Collect from the data below each line with "main".

▶ **THE INPUT**:
########

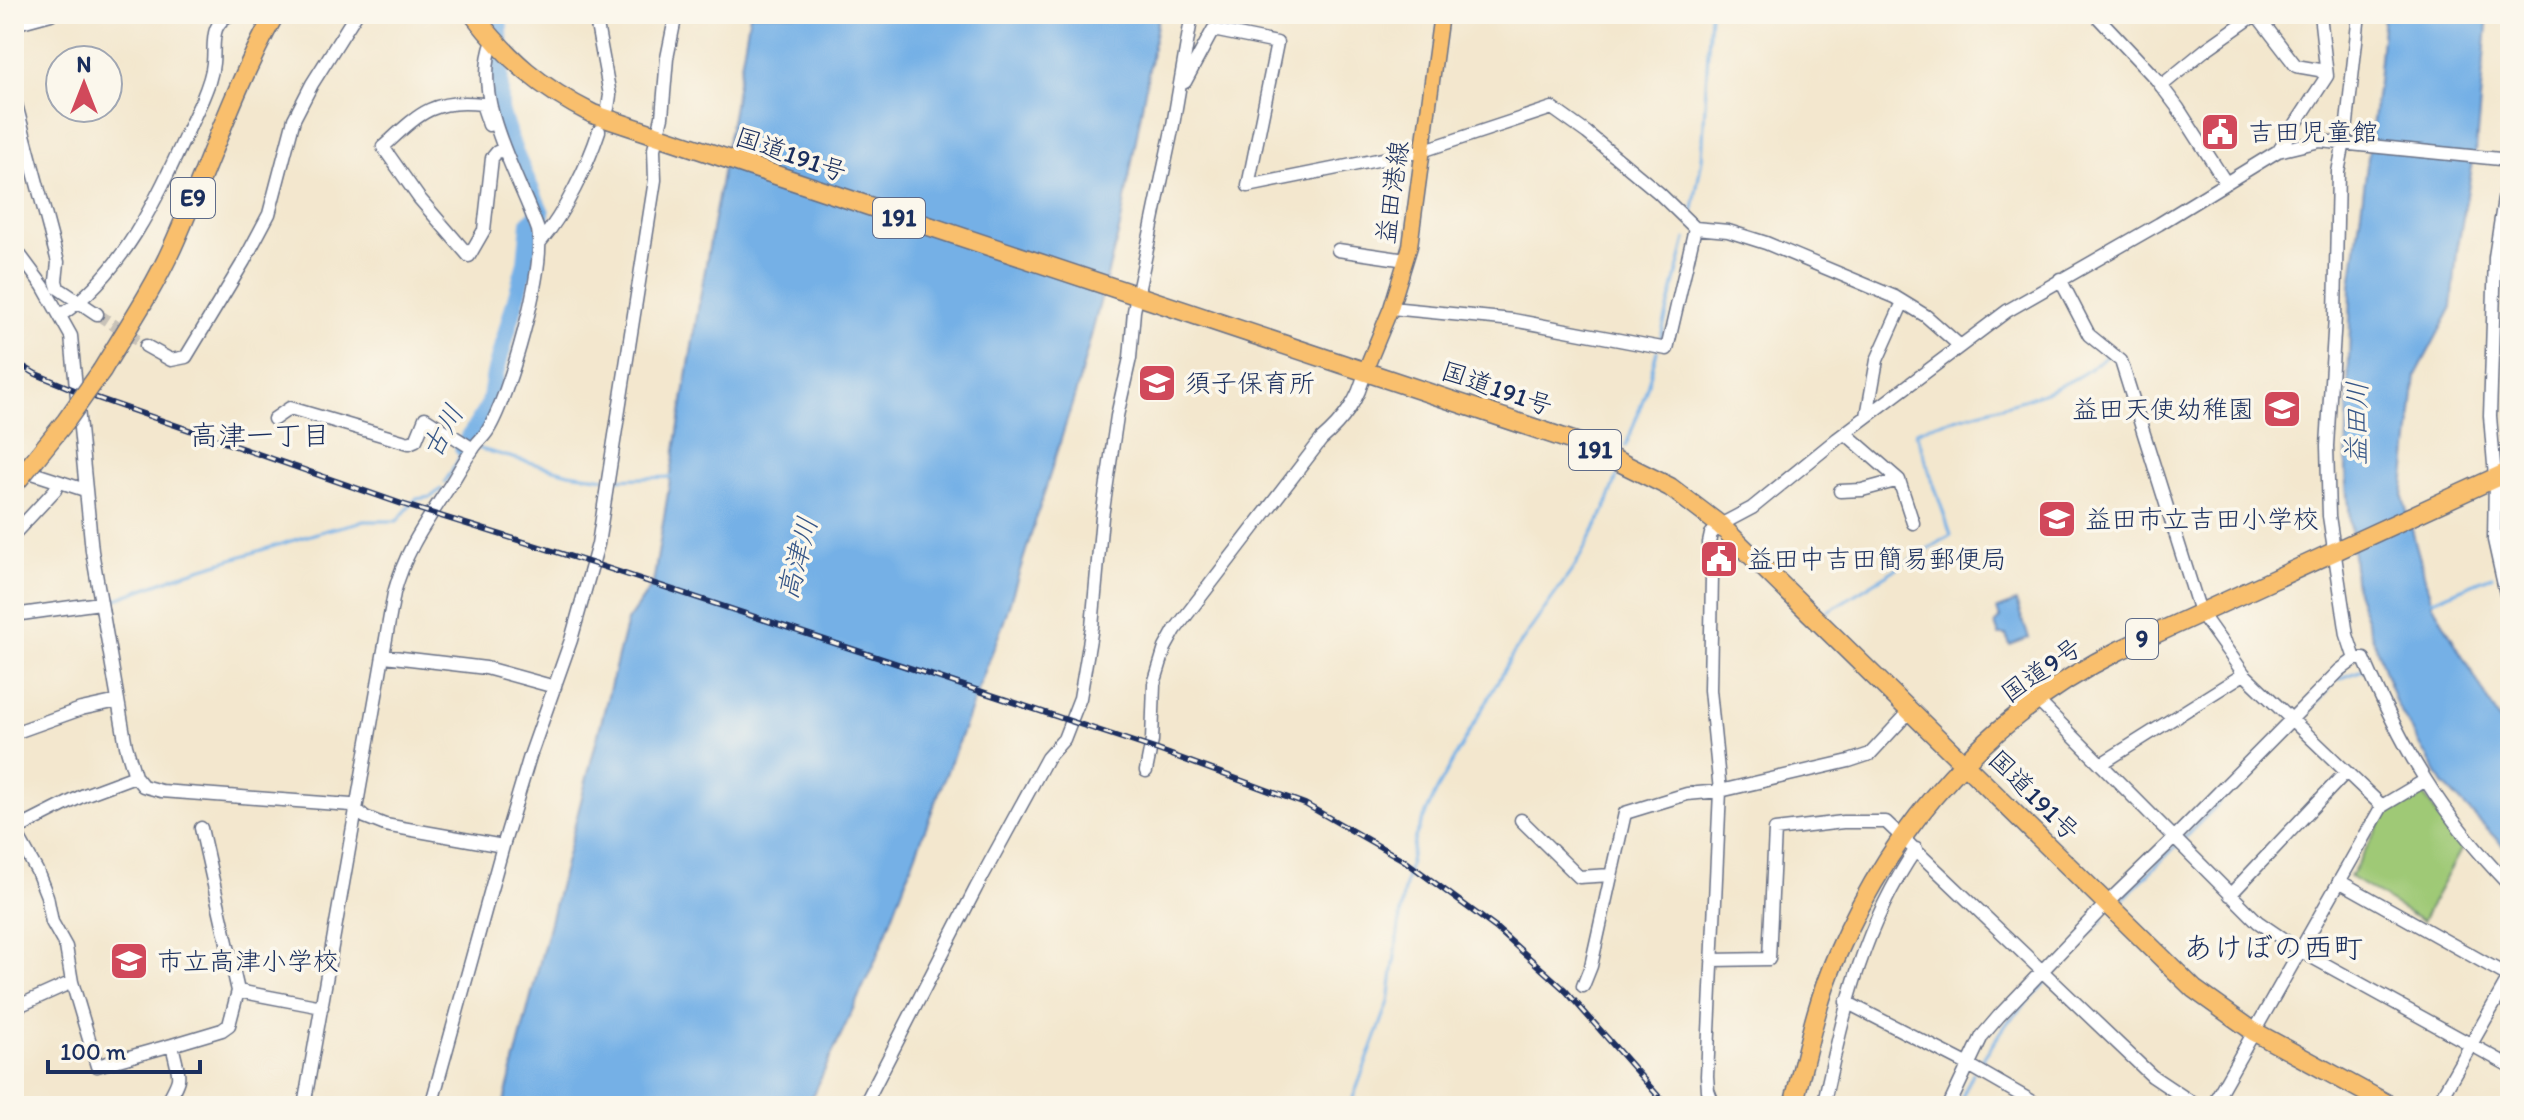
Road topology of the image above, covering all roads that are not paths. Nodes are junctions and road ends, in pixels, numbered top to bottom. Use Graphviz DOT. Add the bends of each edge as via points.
graph roads {
  1 [pos="51,14"];
  2 [pos="356,14"];
  3 [pos="473,14"];
  4 [pos="595,14"];
  5 [pos="676,14"];
  6 [pos="1192,14"];
  7 [pos="1441,14"];
  8 [pos="2095,14"];
  9 [pos="2320,14"];
  10 [pos="2349,14"];
  11 [pos="2359,14"];
  12 [pos="227,15"];
  13 [pos="266,16"];
  14 [pos="14,24"];
  15 [pos="2357,39"];
  16 [pos="493,41"];
  17 [pos="2327,76"];
  18 [pos="2161,86"];
  19 [pos="1179,94"];
  20 [pos="14,97"];
  21 [pos="608,108"];
  22 [pos="494,123"];
  23 [pos="599,131"];
  24 [pos="661,138"];
  25 [pos="2347,142"];
  26 [pos="504,150"];
  27 [pos="1422,151"];
  28 [pos="2278,151"];
  29 [pos="2507,160"];
  30 [pos="2226,183"];
  31 [pos="1695,228"];
  32 [pos="541,241"];
  33 [pos="14,247"];
  34 [pos="1338,250"];
  35 [pos="1406,260"];
  36 [pos="2060,279"];
  37 [pos="1136,295"];
  38 [pos="79,302"];
  39 [pos="1903,302"];
  40 [pos="1391,308"];
  41 [pos="97,314"];
  42 [pos="61,315"];
  43 [pos="1959,345"];
  44 [pos="146,346"];
  45 [pos="98,367"];
  46 [pos="1365,371"];
  47 [pos="1867,416"];
  48 [pos="274,419"];
  49 [pos="1845,433"];
  50 [pos="473,449"];
  51 [pos="14,468"];
  52 [pos="2497,477"];
  53 [pos="1899,480"];
  54 [pos="58,482"];
  55 [pos="14,485"];
  56 [pos="85,490"];
  57 [pos="1840,491"];
  58 [pos="1913,523"];
  59 [pos="1720,525"];
  60 [pos="14,534"];
  61 [pos="2336,550"];
  62 [pos="100,603"];
  63 [pos="2200,612"];
  64 [pos="2510,612"];
  65 [pos="14,615"];
  66 [pos="385,656"];
  67 [pos="2355,659"];
  68 [pos="2244,674"];
  69 [pos="555,687"];
  70 [pos="2036,699"];
  71 [pos="118,701"];
  72 [pos="1911,710"];
  73 [pos="2291,720"];
  74 [pos="14,733"];
  75 [pos="1964,763"];
  76 [pos="2101,764"];
  77 [pos="1146,771"];
  78 [pos="2346,772"];
  79 [pos="135,776"];
  80 [pos="2424,781"];
  81 [pos="1720,791"];
  82 [pos="2382,806"];
  83 [pos="357,809"];
  84 [pos="1521,820"];
  85 [pos="201,828"];
  86 [pos="1901,836"];
  87 [pos="2174,838"];
  88 [pos="503,846"];
  89 [pos="1916,849"];
  90 [pos="1611,875"];
  91 [pos="2339,881"];
  92 [pos="2510,886"];
  93 [pos="2230,895"];
  94 [pos="2106,904"];
  95 [pos="2299,950"];
  96 [pos="1712,960"];
  97 [pos="2043,972"];
  98 [pos="72,982"];
  99 [pos="2509,982"];
  100 [pos="1583,986"];
  101 [pos="238,991"];
  102 [pos="1846,1002"];
  103 [pos="322,1007"];
  104 [pos="14,1008"];
  105 [pos="2253,1031"];
  106 [pos="172,1045"];
  107 [pos="2471,1045"];
  108 [pos="1967,1064"];
  109 [pos="2510,1066"];
  110 [pos="165,1106"];
  111 [pos="304,1106"];
  112 [pos="431,1106"];
  113 [pos="864,1106"];
  114 [pos="1714,1106"];
  115 [pos="1793,1106"];
  116 [pos="1823,1106"];
  117 [pos="1949,1106"];
  118 [pos="2040,1106"];
  119 [pos="2197,1106"];
  120 [pos="2212,1106"];
  121 [pos="2391,1106"];
  122 [pos="2436,1106"];
  1 -- 14 [label="street"];
  2 -- 44 [label="street" via="294,119 269,214 186,357 171,360"];
  3 -- 16 [label="highway, 国道191号 / 191"];
  4 -- 21 [label="street"];
  5 -- 24 [label="street"];
  6 -- 19 [label="street"];
  7 -- 27 [label="main road, 益田港線"];
  8 -- 18 [label="street"];
  9 -- 17 [label="street"];
  10 -- 15 [label="street"];
  11 -- 15 [label="street"];
  12 -- 38 [label="street" via="213,37 214,61 202,100 161,184 126,249"];
  13 -- 45 [label="highway, E9" via="234,71 163,245"];
  15 -- 25 [label="street"];
  16 -- 22 [label="street" via="488,55"];
  16 -- 24 [label="highway, 国道191号 / 191" via="556,96"];
  17 -- 18 [label="street" via="2296,66 2256,14"];
  17 -- 28 [label="street"];
  18 -- 30 [label="street"];
  19 -- 27 [label="street" via="1213,30 1277,43 1248,186"];
  19 -- 37 [label="street"];
  20 -- 38 [label="street" via="58,262 58,288"];
  22 -- 26 [label="street"];
  22 -- 26 [label="street" via="486,121 482,104 434,105 383,147 469,256 484,230 492,158"];
  23 -- 32 [label="street" via="580,178"];
  24 -- 37 [label="highway, 国道191号 / 191"];
  24 -- 69 [label="street" via="654,149 655,180 598,544"];
  25 -- 28 [label="street" via="2320,141"];
  25 -- 29 [label="street"];
  25 -- 61 [label="street" via="2338,172 2327,446 2329,516"];
  26 -- 32 [label="street"];
  27 -- 31 [label="street" via="1552,108"];
  27 -- 35 [label="main road, 益田港線"];
  28 -- 30 [label="street"];
  29 -- 52 [label="street" via="2495,257 2490,416"];
  30 -- 36 [label="street"];
  31 -- 39 [label="street" via="1766,243"];
  31 -- 40 [label="street" via="1667,349 1513,320"];
  32 -- 50 [label="street" via="539,270 503,397"];
  33 -- 42 [label="street"];
  34 -- 35 [label="street"];
  35 -- 40 [label="main road, 益田港線"];
  36 -- 43 [label="street"];
  36 -- 63 [label="street" via="2089,335 2121,361"];
  37 -- 46 [label="highway, 国道191号 / 191"];
  37 -- 113 [label="street" via="1080,698 1064,739 1047,758 983,875"];
  38 -- 41 [label="street"];
  38 -- 42 [label="street"];
  39 -- 43 [label="street"];
  39 -- 47 [label="street" via="1877,360"];
  40 -- 46 [label="main road, 益田港線"];
  42 -- 56 [label="street" via="75,358"];
  43 -- 47 [label="street"];
  45 -- 51 [label="highway, E9"];
  45 -- 55 [label="highway, E9, bridge" via="66,421"];
  46 -- 59 [label="highway, 国道191号 / 191" via="1585,445 1670,487"];
  46 -- 77 [label="street" via="1361,391 1338,426 1321,440 1165,648 1154,684"];
  47 -- 49 [label="street"];
  48 -- 50 [label="street" via="290,408 409,443 416,440 425,418"];
  49 -- 53 [label="street"];
  49 -- 59 [label="street" via="1752,508"];
  50 -- 66 [label="street" via="407,552 394,593"];
  51 -- 54 [label="street"];
  52 -- 61 [label="highway, 国道9号 / 9"];
  52 -- 64 [label="street" via="2494,540"];
  53 -- 57 [label="street"];
  53 -- 58 [label="street"];
  54 -- 56 [label="street"];
  54 -- 60 [label="street"];
  56 -- 62 [label="street"];
  59 -- 72 [label="highway, 国道191号 / 191"];
  59 -- 81 [label="street" via="1709,543 1710,690"];
  61 -- 63 [label="highway, 国道9号 / 9"];
  61 -- 67 [label="street"];
  62 -- 65 [label="street"];
  62 -- 71 [label="street"];
  63 -- 68 [label="street"];
  63 -- 70 [label="highway, 国道9号 / 9" via="2077,671"];
  66 -- 69 [label="street" via="486,668"];
  66 -- 83 [label="street"];
  67 -- 73 [label="street"];
  67 -- 80 [label="street" via="2364,659"];
  68 -- 73 [label="street"];
  68 -- 76 [label="street"];
  69 -- 88 [label="street"];
  70 -- 75 [label="highway, 国道9号 / 9"];
  70 -- 76 [label="street"];
  71 -- 74 [label="street"];
  71 -- 79 [label="street"];
  72 -- 75 [label="highway, 国道191号 / 191"];
  72 -- 81 [label="street" via="1870,754"];
  73 -- 78 [label="street"];
  73 -- 87 [label="street"];
  75 -- 86 [label="highway, 国道9号 / 9"];
  75 -- 94 [label="highway, 国道191号 / 191"];
  76 -- 87 [label="street"];
  78 -- 82 [label="street"];
  78 -- 93 [label="street"];
  79 -- 83 [label="street" via="143,786 161,791 309,800"];
  79 -- 98 [label="street" via="84,795 16,833 47,896 52,922 66,947"];
  80 -- 82 [label="street"];
  80 -- 92 [label="street"];
  81 -- 90 [label="street" via="1687,794 1625,813"];
  81 -- 96 [label="street"];
  82 -- 91 [label="street"];
  83 -- 88 [label="street" via="385,825"];
  83 -- 103 [label="street"];
  84 -- 90 [label="street" via="1579,877"];
  85 -- 101 [label="street"];
  86 -- 89 [label="street"];
  86 -- 96 [label="street" via="1886,822 1775,830 1769,959"];
  86 -- 115 [label="highway, 国道9号 / 9" via="1837,956"];
  87 -- 93 [label="street"];
  87 -- 94 [label="street"];
  88 -- 112 [label="street"];
  89 -- 97 [label="street"];
  89 -- 102 [label="street" via="1883,902"];
  90 -- 100 [label="street"];
  91 -- 95 [label="street"];
  91 -- 99 [label="street"];
  93 -- 95 [label="street"];
  94 -- 97 [label="street"];
  94 -- 105 [label="highway, 国道191号 / 191" via="2194,989"];
  95 -- 105 [label="street"];
  95 -- 107 [label="street"];
  96 -- 114 [label="street" via="1707,1076"];
  97 -- 108 [label="street" via="1982,1036"];
  97 -- 119 [label="street" via="2152,1076"];
  98 -- 104 [label="street"];
  98 -- 106 [label="street" via="97,1066"];
  99 -- 107 [label="street"];
  101 -- 103 [label="street"];
  101 -- 106 [label="street" via="229,1025"];
  102 -- 108 [label="street"];
  102 -- 116 [label="street"];
  103 -- 111 [label="street"];
  105 -- 120 [label="street"];
  105 -- 121 [label="highway, 国道191号 / 191"];
  106 -- 110 [label="street" via="180,1079"];
  107 -- 109 [label="street"];
  107 -- 122 [label="street"];
  108 -- 117 [label="street"];
  108 -- 118 [label="street"];
}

########

▶ **FINAL ANSWER**:
  7 -- 27 [label="main road, 益田港線"];
  27 -- 35 [label="main road, 益田港線"];
  35 -- 40 [label="main road, 益田港線"];
  40 -- 46 [label="main road, 益田港線"];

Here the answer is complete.